Gender Equity Isn’t A “Count The Women” Game



Welcome to my weekly Q&A feature. (Scroll down to find the Q&A.)


If this is your first time here, welcome. I spend a fair amount of time speaking at events and conferences. At the end of my presentations, I leave space for audience members to ask questions—tough questions, brave questions, you name it. The level of candor and curiosity always inspires me, and I want to share that sentiment with you. So each week, I pick one question that I believe others would find most instructive and publish my response to it here.


The purpose of this weekly tradition is transparency and inclusion.

  • Transparency: a behind-the-scenes look at my day-to-day.

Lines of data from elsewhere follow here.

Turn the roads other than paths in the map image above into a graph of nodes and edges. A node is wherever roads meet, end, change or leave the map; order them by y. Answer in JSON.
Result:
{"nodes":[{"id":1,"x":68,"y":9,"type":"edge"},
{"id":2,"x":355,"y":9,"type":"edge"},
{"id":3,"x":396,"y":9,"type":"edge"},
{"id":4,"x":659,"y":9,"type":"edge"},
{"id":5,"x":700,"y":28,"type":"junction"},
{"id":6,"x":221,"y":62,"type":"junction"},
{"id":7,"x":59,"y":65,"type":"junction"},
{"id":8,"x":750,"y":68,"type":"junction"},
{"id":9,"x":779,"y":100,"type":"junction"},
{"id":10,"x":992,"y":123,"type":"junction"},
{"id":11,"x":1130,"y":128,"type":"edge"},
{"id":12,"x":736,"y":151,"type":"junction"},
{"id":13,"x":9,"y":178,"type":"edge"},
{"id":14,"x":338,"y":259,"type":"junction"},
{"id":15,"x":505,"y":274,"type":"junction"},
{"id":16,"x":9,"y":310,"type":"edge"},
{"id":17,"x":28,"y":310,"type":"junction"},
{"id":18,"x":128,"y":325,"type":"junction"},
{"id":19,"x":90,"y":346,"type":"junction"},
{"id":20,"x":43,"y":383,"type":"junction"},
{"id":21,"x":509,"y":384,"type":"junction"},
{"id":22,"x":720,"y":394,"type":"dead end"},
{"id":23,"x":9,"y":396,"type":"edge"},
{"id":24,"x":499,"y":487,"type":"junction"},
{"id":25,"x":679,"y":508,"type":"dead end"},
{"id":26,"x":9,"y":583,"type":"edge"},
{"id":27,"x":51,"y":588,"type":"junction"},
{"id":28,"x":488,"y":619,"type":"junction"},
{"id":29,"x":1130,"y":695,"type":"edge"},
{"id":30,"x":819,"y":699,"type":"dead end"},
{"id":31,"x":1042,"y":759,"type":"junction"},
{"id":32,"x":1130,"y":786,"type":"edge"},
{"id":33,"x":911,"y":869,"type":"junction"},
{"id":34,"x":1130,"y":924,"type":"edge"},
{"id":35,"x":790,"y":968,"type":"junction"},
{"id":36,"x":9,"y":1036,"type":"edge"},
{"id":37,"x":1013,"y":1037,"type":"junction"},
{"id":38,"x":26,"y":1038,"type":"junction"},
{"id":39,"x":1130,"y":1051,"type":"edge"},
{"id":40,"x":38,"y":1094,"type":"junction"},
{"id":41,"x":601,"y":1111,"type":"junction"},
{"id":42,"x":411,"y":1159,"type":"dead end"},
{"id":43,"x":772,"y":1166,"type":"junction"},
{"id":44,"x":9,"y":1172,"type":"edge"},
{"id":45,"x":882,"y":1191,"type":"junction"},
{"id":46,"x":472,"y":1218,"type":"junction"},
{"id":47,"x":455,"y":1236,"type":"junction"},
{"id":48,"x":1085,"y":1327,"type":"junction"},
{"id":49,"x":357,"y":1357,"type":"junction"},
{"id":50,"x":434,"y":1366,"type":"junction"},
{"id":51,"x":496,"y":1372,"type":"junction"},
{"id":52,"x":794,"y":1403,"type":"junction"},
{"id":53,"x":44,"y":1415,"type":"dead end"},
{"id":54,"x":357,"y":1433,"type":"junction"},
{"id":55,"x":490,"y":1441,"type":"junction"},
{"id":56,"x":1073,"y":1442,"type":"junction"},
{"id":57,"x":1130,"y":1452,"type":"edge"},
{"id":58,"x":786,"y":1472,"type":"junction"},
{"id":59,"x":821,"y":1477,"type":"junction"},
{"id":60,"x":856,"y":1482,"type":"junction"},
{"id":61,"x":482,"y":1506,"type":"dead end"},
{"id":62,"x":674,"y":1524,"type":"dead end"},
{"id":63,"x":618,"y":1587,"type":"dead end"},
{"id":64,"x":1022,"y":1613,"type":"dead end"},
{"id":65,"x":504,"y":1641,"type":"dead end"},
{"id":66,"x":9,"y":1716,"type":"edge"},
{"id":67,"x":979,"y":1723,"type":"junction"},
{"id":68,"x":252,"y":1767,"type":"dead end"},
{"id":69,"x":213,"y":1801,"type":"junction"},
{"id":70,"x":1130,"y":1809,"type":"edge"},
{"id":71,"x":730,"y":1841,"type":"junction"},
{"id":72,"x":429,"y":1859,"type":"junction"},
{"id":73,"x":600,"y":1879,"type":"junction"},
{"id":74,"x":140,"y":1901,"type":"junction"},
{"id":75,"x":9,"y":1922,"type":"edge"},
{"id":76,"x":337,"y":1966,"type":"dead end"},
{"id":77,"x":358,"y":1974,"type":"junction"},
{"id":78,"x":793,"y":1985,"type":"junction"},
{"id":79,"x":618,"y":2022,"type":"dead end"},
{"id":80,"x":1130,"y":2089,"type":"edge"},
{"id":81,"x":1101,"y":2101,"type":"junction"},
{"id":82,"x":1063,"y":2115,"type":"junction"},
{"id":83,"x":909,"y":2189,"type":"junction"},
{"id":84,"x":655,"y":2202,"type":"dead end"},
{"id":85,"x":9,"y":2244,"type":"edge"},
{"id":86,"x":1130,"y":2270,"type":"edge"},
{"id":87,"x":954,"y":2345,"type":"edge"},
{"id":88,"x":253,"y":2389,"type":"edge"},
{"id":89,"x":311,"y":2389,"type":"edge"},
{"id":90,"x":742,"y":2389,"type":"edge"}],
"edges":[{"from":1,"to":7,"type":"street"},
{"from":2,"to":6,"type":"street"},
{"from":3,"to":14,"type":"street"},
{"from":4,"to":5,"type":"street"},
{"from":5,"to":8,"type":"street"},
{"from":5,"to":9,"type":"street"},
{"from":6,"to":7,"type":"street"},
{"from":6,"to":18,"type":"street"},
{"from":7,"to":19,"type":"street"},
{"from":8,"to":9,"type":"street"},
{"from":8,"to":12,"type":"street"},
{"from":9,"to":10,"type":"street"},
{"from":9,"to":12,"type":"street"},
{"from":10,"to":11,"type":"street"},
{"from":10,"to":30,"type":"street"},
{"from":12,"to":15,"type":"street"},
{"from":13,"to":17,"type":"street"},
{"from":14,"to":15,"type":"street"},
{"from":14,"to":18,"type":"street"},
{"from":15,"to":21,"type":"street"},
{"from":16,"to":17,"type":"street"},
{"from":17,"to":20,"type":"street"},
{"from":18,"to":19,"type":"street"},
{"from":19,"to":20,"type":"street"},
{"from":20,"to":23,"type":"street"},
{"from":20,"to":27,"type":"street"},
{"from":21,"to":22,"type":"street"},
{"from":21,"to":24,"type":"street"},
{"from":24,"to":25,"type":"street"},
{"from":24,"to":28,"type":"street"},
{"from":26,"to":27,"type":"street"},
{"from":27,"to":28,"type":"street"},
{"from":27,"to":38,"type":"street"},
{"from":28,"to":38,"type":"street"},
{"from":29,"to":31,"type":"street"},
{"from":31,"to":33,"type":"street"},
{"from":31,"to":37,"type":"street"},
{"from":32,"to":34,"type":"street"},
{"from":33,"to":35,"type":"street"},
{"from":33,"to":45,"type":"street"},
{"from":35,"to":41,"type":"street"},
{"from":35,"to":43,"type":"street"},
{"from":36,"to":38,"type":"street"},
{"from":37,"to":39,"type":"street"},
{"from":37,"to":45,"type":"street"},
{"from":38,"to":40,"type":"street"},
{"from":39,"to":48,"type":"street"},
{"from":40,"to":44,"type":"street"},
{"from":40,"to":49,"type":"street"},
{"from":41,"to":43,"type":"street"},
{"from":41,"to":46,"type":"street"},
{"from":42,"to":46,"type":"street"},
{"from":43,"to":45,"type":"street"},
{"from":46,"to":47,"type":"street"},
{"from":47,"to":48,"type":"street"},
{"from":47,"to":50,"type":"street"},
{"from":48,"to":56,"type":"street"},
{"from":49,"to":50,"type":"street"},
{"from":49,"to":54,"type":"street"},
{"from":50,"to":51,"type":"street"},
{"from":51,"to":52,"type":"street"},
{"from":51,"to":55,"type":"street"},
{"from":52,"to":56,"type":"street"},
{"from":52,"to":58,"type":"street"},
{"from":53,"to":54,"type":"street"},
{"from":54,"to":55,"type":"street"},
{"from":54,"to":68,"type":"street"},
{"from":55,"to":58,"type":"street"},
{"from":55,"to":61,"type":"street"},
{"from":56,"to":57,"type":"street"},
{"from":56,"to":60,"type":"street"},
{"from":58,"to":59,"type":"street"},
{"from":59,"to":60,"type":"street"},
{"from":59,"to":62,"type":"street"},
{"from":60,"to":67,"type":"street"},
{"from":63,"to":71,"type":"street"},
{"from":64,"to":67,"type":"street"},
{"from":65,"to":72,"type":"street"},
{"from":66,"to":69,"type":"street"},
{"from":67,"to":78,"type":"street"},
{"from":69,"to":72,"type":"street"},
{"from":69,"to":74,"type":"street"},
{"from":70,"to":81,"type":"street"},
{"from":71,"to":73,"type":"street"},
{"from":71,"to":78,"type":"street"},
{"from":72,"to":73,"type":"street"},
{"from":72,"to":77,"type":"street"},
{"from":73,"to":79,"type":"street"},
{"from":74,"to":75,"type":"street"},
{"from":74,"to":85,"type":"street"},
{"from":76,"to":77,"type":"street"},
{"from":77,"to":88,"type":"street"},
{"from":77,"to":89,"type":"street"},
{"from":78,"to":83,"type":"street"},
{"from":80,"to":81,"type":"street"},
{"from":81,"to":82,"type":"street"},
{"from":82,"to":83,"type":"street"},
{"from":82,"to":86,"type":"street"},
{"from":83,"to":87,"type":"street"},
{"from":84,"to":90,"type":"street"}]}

  • Inclusion: bringing others along on the journey.


Be Brave™

 

The Diversity Delusion: When Is Enough Enough?


Question:


It’s come to the point where the men I work with believe they are disadvantaged when going for promotions against women. The sentiment is that managers have been rejecting qualified men only to hire incompetent women to meet their diversity targets. Is this reverse discrimination? How do we stop it?


Answer:


There is no such thing as reverse discrimination. You're either discriminating or you’re not. Based on what you shared, I’m sensing two things.


  1. Gender fatigue has crept into your workplace.

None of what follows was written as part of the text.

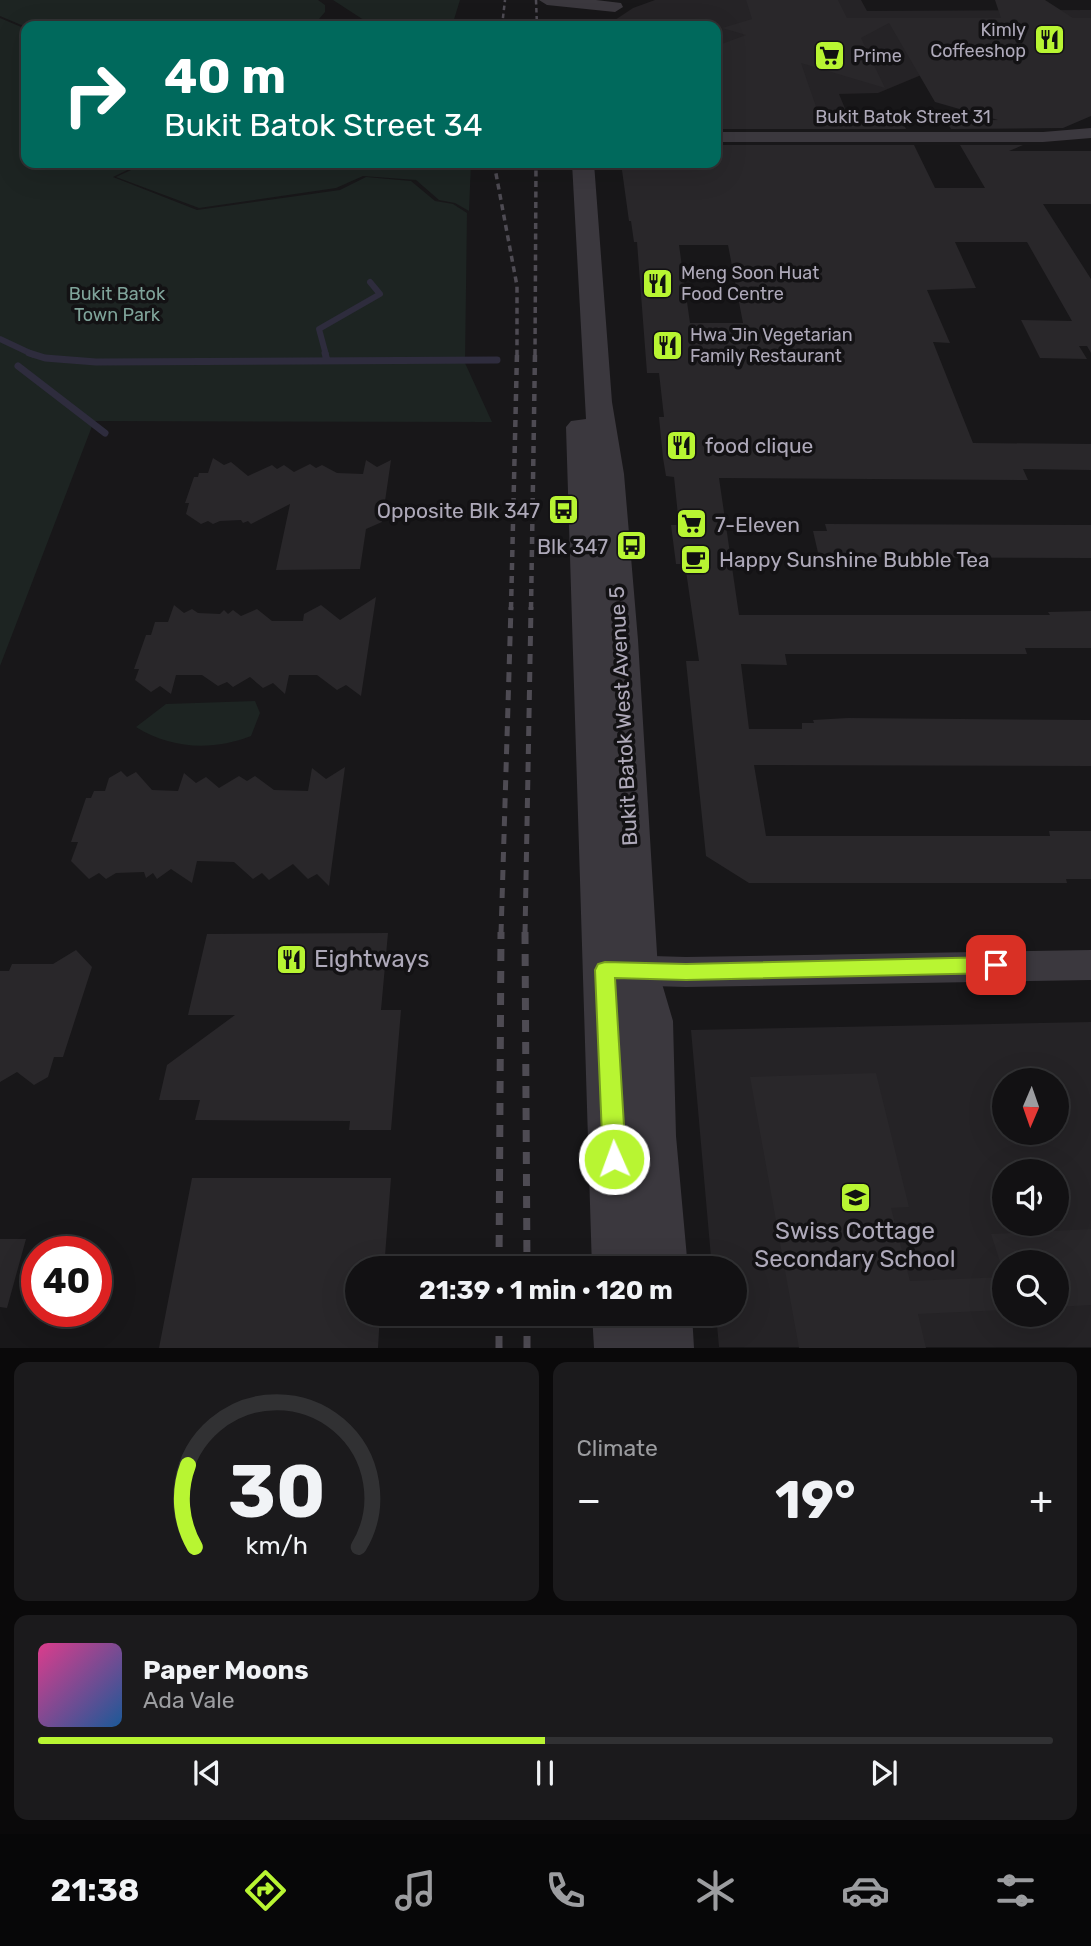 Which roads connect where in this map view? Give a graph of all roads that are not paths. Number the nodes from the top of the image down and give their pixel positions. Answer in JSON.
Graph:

  2. The line between diversity-as-a-business-imperative and diversity-for-diversity’s-sake hasn’t been established.

Let’s take these points one at a time.


Confronting Gender Fatigue In The Workplace


Gender fatigue indicates misalignment somewhere. It can occur between a host of variables.


You might have a misalignment between diversity and inclusion.


Does your workplace over-index on diversity and under-index on inclusion? Too much attention on diverse hiring and too little attention on inclusion spells trouble.


A company can hire all the women they want, but unless they create an inclusive workplace to support them, companies risk losing the very people they sought to attract. (The cost of replacing an employee ranges from 20-150% of their salary.)


You might also have a perceptual misalignment.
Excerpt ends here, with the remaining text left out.